Saved entries:
++++++

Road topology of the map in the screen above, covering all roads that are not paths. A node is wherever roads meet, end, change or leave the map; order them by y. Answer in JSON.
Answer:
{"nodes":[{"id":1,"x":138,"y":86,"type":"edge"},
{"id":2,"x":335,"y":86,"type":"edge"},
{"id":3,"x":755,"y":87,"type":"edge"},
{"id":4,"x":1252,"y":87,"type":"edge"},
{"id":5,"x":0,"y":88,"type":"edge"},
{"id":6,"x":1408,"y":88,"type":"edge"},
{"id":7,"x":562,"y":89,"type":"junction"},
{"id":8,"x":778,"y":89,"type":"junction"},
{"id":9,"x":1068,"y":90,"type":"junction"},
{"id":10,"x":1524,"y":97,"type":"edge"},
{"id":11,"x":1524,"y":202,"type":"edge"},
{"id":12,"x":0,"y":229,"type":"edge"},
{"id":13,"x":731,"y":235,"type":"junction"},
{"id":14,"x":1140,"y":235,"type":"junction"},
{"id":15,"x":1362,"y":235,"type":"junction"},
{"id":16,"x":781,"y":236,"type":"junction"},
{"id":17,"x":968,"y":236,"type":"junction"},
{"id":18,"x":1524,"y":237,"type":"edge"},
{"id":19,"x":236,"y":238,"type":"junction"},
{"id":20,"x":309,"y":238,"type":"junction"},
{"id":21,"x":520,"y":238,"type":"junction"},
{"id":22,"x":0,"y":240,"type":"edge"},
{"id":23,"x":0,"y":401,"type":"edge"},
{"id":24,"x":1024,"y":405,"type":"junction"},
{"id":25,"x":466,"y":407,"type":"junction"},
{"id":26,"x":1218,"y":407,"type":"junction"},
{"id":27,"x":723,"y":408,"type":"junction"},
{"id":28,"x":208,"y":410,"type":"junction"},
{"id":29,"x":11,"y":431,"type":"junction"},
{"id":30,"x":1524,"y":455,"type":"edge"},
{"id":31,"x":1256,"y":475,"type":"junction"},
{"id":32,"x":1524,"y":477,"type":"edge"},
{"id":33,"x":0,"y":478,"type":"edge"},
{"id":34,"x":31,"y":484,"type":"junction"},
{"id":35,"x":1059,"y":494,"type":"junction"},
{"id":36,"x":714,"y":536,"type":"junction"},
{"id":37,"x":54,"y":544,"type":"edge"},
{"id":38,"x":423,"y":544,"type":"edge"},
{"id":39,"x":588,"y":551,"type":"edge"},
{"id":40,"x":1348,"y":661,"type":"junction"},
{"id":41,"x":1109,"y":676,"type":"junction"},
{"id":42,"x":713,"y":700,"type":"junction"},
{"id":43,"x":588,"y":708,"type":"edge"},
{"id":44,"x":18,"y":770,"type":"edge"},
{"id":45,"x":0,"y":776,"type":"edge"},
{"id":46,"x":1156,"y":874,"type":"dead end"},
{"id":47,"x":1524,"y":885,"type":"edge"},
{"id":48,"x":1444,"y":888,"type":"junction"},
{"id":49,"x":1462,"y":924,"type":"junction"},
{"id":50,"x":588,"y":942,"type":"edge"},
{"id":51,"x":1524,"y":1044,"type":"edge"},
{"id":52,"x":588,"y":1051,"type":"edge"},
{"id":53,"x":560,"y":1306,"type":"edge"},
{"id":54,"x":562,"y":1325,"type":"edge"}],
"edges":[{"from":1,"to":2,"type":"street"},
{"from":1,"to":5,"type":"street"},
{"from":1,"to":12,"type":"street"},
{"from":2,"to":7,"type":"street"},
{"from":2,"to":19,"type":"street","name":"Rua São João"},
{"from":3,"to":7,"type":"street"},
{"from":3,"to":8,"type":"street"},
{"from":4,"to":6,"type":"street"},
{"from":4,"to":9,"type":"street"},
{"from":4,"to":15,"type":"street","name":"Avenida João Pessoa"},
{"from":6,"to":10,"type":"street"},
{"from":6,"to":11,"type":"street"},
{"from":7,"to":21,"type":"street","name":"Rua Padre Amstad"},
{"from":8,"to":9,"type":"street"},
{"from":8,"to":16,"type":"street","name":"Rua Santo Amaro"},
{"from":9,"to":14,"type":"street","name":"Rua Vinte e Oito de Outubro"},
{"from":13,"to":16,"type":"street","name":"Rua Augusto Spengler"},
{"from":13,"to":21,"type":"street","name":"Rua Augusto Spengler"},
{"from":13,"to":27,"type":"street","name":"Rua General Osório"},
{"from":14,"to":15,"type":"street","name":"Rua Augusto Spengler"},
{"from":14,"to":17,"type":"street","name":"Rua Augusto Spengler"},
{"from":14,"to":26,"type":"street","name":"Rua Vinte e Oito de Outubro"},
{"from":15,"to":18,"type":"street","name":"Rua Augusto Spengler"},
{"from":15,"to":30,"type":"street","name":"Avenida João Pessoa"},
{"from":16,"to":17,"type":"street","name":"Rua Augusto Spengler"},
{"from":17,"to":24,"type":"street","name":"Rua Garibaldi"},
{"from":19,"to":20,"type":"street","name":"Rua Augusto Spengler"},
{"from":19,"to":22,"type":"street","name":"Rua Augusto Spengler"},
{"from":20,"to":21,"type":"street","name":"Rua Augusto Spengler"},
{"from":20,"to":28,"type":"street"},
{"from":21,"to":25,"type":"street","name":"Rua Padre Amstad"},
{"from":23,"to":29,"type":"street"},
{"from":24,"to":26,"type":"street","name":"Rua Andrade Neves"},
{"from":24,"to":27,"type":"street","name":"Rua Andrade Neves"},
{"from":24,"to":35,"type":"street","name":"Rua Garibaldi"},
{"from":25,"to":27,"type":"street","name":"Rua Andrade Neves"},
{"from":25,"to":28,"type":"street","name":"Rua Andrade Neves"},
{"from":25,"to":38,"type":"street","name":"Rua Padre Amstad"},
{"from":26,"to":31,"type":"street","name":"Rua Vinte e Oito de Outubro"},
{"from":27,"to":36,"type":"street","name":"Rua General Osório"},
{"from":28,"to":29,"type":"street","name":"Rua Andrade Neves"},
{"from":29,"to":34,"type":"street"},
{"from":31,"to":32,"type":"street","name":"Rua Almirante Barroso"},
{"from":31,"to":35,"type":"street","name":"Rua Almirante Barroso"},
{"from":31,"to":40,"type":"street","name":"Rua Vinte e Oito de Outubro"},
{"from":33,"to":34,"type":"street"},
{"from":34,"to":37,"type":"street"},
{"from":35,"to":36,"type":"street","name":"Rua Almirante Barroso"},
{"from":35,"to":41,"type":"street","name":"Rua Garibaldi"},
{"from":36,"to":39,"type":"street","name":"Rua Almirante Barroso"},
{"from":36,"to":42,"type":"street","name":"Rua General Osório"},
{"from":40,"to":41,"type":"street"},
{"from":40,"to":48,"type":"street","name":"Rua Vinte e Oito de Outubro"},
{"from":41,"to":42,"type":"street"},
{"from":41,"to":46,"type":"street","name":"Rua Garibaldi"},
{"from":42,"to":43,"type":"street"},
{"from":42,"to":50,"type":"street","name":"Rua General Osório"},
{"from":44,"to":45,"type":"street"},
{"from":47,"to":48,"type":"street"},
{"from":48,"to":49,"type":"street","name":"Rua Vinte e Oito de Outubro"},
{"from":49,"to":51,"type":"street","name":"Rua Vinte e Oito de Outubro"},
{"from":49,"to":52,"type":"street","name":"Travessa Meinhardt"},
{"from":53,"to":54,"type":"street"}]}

++++++

§ Work task: Reproduce each line from the data that has "Oito" in it.

§ Answer to this exercise:
{"from":9,"to":14,"type":"street","name":"Rua Vinte e Oito de Outubro"},
{"from":14,"to":26,"type":"street","name":"Rua Vinte e Oito de Outubro"},
{"from":26,"to":31,"type":"street","name":"Rua Vinte e Oito de Outubro"},
{"from":31,"to":40,"type":"street","name":"Rua Vinte e Oito de Outubro"},
{"from":40,"to":48,"type":"street","name":"Rua Vinte e Oito de Outubro"},
{"from":48,"to":49,"type":"street","name":"Rua Vinte e Oito de Outubro"},
{"from":49,"to":51,"type":"street","name":"Rua Vinte e Oito de Outubro"},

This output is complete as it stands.